TASK INSTRUCTIONS: With images excluded, write out each entry below exactly as given.

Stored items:
-------------------------

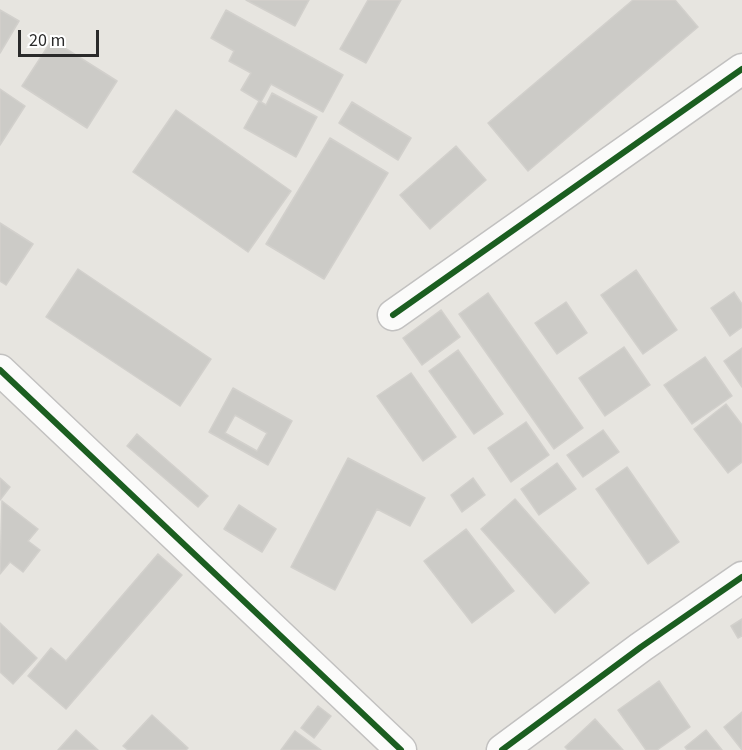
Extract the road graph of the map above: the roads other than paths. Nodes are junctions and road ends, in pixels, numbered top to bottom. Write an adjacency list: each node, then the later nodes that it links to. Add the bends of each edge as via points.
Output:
1 (742, 69): 2 (street)
2 (393, 315)
3 (0, 370): 5 (street)
4 (742, 577): 6 (street)
5 (401, 750)
6 (502, 750)

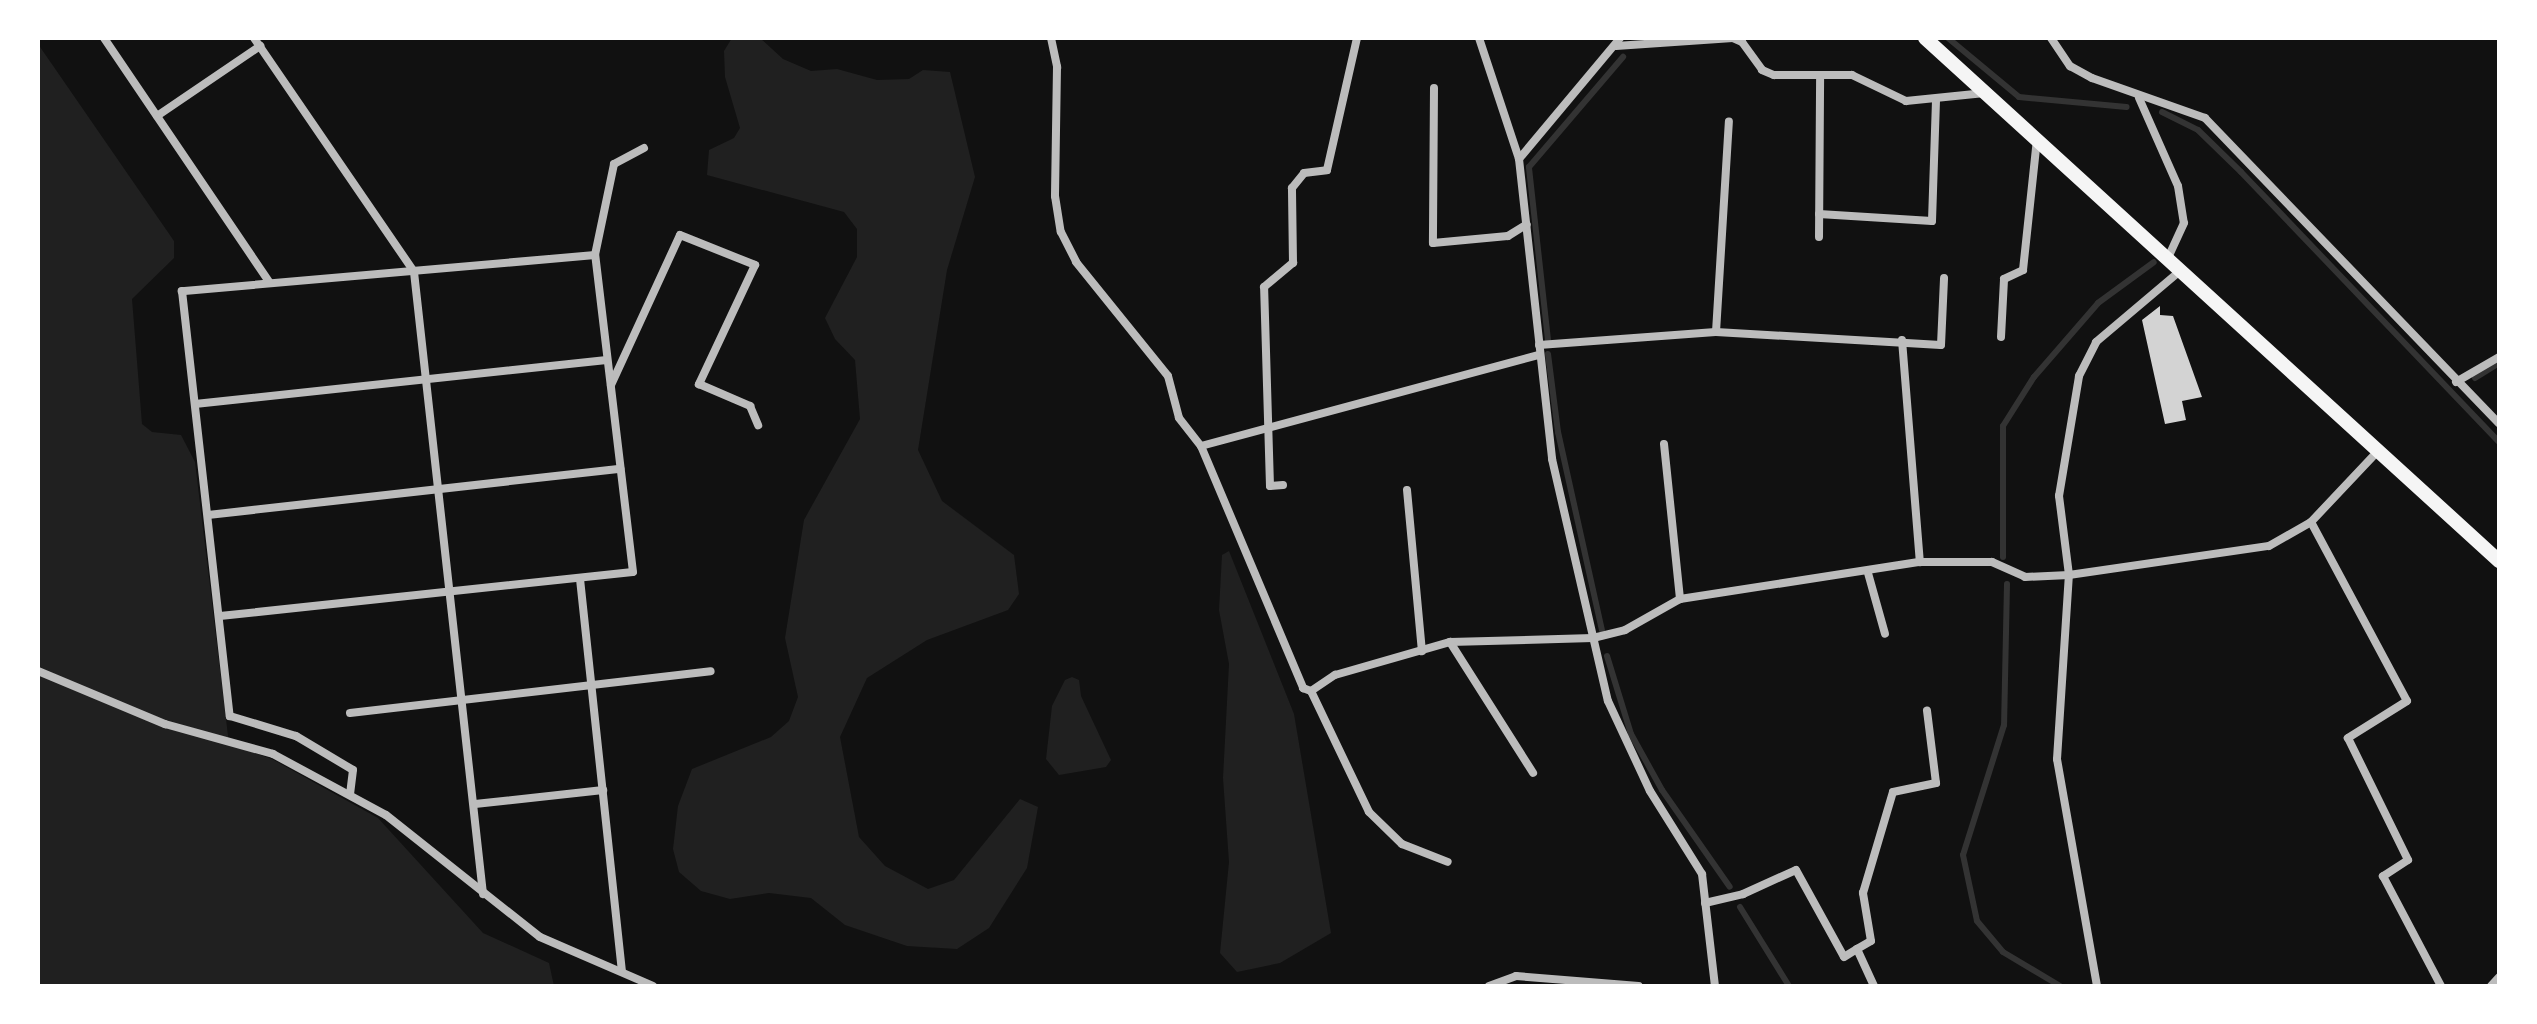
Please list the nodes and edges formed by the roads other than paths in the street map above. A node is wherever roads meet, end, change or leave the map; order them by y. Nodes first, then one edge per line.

-------------------------

ANSWER SECTION:
Extract the road graph of the map above: the roads other than paths. Nodes are junctions and road ends, in pixels, numbered top to bottom. Write an adjacency list: each node, then the later nodes that it links to. Add the bends of each edge as via points.
Output:
1 (742, 69): 2 (street)
2 (393, 315)
3 (0, 370): 5 (street)
4 (742, 577): 6 (street)
5 (401, 750)
6 (502, 750)

Please list the nodes and edges formed by the roads other than paths in the street map above. A node is wherever roads meet, end, change or leave the map; order them by y. Nodes first, then one edge per line.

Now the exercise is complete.